Required action:
In the records that follow, find each line with "dead" and pull it out.

Supplied information:
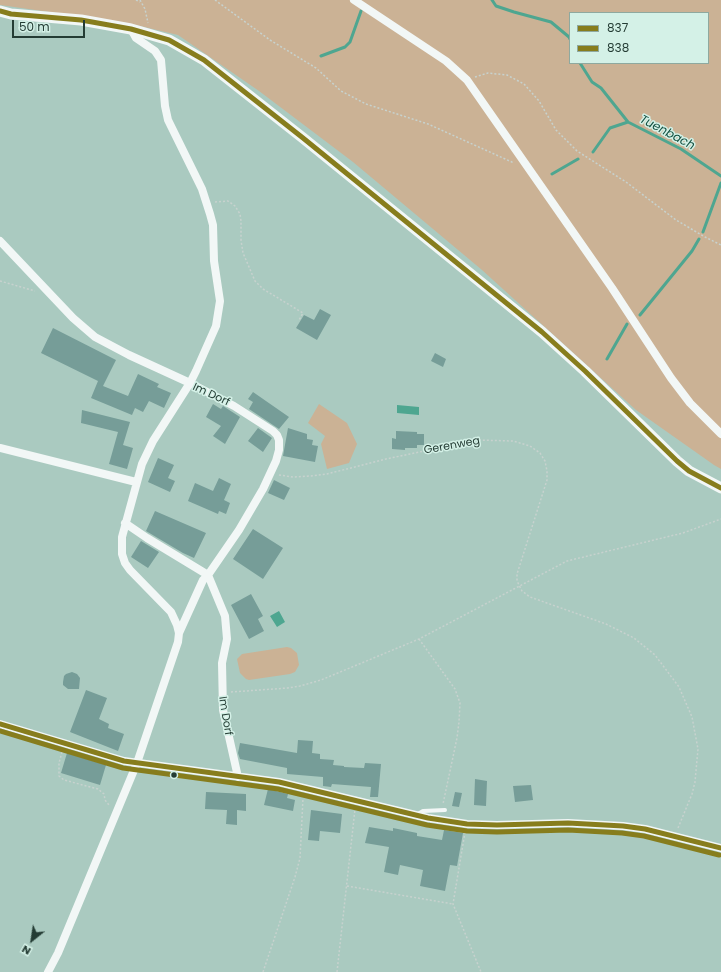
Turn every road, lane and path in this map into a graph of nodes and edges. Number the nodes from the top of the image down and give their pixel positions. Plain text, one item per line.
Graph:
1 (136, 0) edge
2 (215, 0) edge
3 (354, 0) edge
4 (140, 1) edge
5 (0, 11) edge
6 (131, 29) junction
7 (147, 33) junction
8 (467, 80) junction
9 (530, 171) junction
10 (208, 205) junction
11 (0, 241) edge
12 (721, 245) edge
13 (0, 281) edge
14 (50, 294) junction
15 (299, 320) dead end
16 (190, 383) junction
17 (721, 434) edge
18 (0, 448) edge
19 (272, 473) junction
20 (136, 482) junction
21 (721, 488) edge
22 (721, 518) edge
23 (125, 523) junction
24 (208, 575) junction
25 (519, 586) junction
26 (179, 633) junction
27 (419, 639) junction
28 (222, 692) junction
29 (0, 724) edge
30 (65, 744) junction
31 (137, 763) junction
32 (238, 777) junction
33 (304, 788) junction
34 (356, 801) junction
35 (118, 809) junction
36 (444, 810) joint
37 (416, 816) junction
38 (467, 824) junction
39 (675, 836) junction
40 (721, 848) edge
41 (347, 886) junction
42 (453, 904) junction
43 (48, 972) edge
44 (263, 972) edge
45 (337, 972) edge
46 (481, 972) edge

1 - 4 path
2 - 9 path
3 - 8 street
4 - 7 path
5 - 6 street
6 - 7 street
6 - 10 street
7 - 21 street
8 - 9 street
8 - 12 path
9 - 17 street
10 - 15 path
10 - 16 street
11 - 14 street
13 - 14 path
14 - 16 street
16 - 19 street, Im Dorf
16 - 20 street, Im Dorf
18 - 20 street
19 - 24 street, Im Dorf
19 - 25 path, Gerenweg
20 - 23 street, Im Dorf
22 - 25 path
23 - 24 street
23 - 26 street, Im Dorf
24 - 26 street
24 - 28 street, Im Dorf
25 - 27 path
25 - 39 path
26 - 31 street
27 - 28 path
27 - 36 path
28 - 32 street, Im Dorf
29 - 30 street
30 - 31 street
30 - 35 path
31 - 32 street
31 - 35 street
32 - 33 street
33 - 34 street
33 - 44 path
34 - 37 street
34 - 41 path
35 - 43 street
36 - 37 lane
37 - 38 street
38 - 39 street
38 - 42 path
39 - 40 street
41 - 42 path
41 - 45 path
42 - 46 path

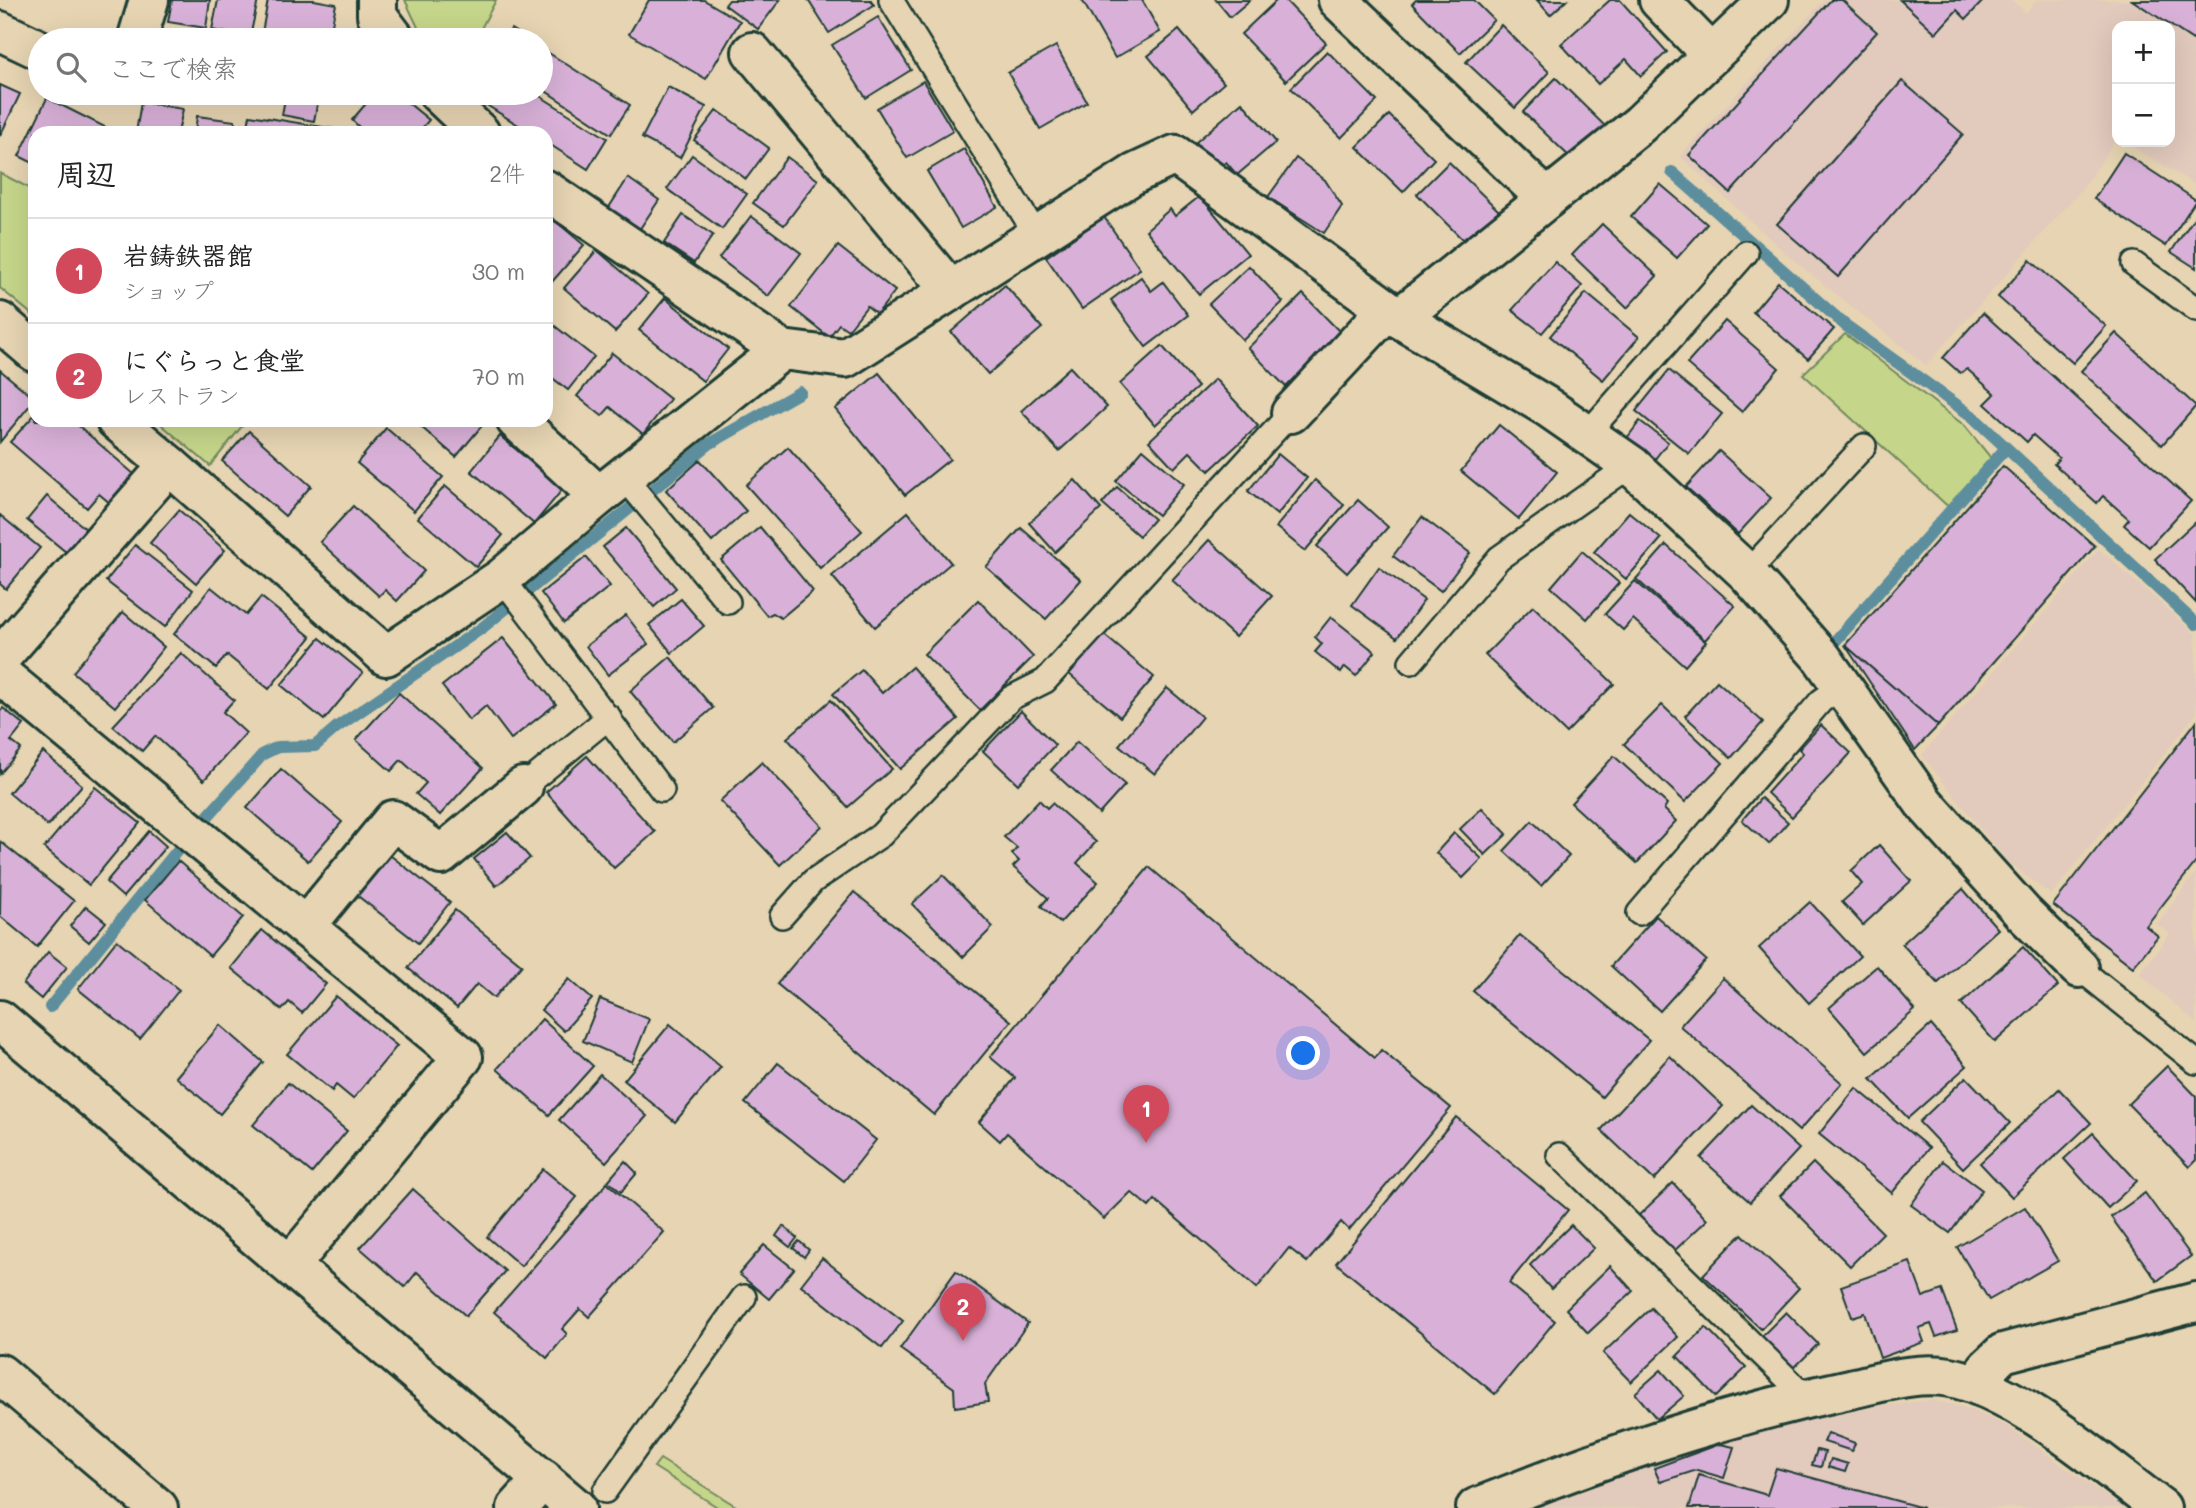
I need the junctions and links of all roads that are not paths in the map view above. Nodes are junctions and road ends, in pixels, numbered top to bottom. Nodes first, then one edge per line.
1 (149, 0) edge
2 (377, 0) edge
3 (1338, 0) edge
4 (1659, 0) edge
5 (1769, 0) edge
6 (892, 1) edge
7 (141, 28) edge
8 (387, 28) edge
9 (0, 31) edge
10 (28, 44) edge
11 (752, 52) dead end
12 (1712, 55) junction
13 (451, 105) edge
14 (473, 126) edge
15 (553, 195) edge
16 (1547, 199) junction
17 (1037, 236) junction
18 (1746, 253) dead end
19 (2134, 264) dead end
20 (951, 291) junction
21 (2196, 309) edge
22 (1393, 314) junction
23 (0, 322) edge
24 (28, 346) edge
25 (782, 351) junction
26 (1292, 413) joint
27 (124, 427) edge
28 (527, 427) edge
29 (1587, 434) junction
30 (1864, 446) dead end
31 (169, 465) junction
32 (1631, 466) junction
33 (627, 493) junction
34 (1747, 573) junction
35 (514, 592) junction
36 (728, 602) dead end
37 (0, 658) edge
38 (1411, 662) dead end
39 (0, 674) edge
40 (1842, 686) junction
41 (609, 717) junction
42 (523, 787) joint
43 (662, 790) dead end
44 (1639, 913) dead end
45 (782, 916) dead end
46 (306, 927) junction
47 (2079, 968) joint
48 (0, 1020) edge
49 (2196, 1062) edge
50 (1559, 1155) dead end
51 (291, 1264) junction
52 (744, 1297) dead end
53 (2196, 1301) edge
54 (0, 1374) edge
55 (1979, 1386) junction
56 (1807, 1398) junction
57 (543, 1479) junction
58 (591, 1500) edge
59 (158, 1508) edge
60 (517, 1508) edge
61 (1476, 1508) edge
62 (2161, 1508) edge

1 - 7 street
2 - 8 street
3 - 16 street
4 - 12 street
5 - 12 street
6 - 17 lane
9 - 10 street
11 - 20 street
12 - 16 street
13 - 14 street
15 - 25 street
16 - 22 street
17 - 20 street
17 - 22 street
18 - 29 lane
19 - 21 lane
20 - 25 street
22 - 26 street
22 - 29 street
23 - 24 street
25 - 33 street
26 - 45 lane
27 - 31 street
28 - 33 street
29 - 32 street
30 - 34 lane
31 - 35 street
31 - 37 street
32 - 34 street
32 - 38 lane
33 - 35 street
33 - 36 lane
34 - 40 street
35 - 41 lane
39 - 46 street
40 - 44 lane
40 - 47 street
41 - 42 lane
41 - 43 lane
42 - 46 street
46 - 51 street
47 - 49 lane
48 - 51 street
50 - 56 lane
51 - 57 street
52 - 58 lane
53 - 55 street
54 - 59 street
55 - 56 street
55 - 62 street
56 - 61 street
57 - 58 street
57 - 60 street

Solution:
15 (299, 320) dead end
11 (752, 52) dead end
18 (1746, 253) dead end
19 (2134, 264) dead end
30 (1864, 446) dead end
36 (728, 602) dead end
38 (1411, 662) dead end
43 (662, 790) dead end
44 (1639, 913) dead end
45 (782, 916) dead end
50 (1559, 1155) dead end
52 (744, 1297) dead end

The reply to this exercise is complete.